Workspaces, projects, and worktrees
A workspace is a top-level context. It holds one or more projects and carries its own chrome and accent colors, agent defaults, and workflow settings.
Superconductor opens Git repositories and plain project folders inside a workspace. For Git repositories, it uses git worktrees to isolate task branches; each worktree gets a working directory that shares the repository’s history.
Plain folders open as non-Git projects for local files, terminals, and agent sessions. They do not support branch-backed worktrees, target-branch comparisons, or Git review until you initialize Git.
Git worktrees
Section titled “Git worktrees”Git worktrees let one repository check out multiple working directories at once. Superconductor uses that feature for task branches.
For a plain folder, Superconductor keeps you in that folder rather than creating a worktree. Initialize Git first when you need isolated task directories.
Workspace context
Section titled “Workspace context”Workspaces hold durable context such as personal work, company work, a client, or a group of related repositories. Workspace-level settings include:
- Chrome and accent colors for the active context.
- Agent provider and model defaults.
- Per-workspace provider profile overrides.
- Multiple projects grouped under one workspace.
For theme and layout controls, see Layout, sidebars, and PiP.
Branches
Section titled “Branches”You name a branch when you create or rename a worktree. Example branch names:
feat/docs-systemfix/api-download-redirectrefactor/sidebar-stateTarget branch
Section titled “Target branch”The target branch is the branch Superconductor compares against for status and review. It defaults to the remote default branch (origin/HEAD), falling back to origin/main, origin/master, or the local main or master. Release branches work, too.
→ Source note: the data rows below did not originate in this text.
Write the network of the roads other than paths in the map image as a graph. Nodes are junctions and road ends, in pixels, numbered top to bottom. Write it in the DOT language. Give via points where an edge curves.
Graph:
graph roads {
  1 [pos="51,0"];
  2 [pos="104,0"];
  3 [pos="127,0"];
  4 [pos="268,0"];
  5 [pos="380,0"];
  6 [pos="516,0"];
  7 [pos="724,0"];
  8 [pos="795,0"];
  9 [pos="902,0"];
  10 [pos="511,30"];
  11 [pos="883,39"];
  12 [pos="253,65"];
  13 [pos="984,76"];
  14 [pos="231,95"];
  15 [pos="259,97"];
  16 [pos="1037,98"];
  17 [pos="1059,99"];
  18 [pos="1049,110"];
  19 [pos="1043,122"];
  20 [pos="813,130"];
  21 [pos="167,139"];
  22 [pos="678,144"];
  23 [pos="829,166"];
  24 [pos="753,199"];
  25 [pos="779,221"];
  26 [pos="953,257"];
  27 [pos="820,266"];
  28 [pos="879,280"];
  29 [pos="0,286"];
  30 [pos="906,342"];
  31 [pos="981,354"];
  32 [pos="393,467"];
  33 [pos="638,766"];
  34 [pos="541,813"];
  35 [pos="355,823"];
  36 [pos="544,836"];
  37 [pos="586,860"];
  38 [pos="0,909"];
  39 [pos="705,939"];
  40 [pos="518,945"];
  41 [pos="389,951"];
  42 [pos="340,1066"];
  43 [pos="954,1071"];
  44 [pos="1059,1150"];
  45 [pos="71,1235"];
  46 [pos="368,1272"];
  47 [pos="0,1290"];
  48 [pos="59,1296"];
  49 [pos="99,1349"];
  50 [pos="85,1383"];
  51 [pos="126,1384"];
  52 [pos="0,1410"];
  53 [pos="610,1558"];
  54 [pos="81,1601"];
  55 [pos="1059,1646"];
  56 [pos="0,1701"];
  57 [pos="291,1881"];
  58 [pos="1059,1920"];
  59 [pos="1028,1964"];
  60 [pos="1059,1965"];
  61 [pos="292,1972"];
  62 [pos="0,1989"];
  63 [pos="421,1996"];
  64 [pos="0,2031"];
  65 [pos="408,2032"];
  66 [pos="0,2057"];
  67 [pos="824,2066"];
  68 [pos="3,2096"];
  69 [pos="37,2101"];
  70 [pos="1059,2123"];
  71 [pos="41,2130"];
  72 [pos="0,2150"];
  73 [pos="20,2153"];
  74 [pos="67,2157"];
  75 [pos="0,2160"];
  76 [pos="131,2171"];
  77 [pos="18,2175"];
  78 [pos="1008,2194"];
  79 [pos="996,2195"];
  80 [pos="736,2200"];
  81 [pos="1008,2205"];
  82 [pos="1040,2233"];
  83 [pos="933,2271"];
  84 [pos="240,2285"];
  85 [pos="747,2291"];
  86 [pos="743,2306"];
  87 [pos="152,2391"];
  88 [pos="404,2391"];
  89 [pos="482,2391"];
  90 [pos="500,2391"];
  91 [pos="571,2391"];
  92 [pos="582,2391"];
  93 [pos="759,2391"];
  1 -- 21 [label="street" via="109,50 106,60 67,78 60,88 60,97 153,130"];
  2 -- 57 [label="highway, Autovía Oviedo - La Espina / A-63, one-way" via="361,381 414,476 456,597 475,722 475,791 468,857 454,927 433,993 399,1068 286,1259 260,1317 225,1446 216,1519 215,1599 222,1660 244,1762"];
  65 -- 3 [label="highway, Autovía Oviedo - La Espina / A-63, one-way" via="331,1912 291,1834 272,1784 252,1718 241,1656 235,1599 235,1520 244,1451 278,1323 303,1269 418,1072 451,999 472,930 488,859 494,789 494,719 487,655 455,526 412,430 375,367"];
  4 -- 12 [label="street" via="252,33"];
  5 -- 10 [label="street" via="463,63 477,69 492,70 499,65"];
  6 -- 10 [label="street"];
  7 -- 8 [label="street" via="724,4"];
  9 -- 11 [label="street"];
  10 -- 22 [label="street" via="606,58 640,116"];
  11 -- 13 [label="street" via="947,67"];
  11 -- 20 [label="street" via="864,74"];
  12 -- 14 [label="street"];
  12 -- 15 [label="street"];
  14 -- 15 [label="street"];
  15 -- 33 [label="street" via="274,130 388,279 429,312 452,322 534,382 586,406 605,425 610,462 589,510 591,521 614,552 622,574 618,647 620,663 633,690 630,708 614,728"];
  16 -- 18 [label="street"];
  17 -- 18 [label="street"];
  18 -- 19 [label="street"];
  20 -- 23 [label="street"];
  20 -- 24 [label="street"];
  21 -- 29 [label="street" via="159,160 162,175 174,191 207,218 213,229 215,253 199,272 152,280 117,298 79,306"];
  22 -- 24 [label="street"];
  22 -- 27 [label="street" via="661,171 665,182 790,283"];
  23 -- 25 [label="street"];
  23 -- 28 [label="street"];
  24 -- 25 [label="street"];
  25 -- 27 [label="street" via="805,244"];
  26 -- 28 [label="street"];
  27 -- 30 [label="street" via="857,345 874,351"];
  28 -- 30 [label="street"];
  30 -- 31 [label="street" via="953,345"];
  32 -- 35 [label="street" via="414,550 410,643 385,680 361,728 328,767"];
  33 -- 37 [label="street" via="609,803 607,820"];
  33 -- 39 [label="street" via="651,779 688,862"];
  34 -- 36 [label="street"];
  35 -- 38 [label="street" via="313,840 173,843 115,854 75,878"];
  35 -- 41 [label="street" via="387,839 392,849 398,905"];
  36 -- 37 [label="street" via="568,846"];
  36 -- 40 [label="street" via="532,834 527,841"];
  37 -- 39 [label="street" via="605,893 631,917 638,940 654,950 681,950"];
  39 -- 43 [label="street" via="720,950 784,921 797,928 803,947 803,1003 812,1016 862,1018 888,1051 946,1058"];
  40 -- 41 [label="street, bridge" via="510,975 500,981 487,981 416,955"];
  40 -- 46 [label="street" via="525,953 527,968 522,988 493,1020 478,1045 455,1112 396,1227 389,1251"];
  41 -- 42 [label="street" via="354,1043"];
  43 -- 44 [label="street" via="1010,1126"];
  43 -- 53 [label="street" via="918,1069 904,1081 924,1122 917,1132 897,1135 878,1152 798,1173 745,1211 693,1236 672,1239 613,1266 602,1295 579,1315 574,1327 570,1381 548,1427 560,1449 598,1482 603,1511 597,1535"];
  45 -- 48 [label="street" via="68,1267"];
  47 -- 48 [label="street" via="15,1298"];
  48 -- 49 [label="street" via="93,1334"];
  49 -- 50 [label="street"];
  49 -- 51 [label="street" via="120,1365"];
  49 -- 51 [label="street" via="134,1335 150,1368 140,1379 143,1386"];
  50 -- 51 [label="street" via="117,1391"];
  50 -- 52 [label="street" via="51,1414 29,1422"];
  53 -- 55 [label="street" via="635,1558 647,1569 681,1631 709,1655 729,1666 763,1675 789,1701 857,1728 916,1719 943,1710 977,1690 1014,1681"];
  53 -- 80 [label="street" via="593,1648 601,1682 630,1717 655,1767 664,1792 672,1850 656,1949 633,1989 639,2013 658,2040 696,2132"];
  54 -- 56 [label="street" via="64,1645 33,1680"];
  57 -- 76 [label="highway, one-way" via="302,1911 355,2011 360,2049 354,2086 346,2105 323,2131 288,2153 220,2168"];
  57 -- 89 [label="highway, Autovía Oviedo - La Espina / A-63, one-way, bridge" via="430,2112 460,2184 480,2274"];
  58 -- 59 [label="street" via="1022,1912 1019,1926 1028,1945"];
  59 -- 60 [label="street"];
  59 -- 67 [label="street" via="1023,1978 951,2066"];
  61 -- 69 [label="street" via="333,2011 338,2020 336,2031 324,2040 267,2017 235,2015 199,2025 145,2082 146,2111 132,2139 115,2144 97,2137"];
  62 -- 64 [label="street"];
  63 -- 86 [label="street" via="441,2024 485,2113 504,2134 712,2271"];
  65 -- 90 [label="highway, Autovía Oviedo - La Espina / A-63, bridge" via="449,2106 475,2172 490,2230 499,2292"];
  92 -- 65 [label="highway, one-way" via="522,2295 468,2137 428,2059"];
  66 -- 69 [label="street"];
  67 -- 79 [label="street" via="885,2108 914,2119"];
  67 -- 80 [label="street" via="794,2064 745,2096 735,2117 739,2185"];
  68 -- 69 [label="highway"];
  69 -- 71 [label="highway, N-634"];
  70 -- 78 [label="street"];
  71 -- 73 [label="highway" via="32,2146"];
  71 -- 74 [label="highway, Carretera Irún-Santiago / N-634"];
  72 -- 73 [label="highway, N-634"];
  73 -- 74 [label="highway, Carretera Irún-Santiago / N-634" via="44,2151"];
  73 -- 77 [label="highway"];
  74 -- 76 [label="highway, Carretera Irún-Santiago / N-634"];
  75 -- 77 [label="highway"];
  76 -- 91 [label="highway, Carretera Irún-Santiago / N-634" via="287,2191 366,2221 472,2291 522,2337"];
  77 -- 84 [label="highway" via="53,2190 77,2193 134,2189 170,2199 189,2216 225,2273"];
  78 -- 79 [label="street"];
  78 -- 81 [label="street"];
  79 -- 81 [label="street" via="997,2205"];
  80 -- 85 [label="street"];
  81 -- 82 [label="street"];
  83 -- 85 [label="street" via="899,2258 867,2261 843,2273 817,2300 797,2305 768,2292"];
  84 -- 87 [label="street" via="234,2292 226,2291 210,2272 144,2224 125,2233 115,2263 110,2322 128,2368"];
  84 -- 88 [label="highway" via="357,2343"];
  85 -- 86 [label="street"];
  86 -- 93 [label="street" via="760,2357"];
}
Set the target branch to the branch into which the work will merge.
Task directories
Section titled “Task directories”Each Git-backed task worktree owns a directory. Terminals and agent sessions opened from that worktree run there.
Cleanup
Section titled “Cleanup”After a branch merges or you no longer need it, remove the task worktree from Superconductor. Decide whether to commit, push, or discard changes before you delete the worktree.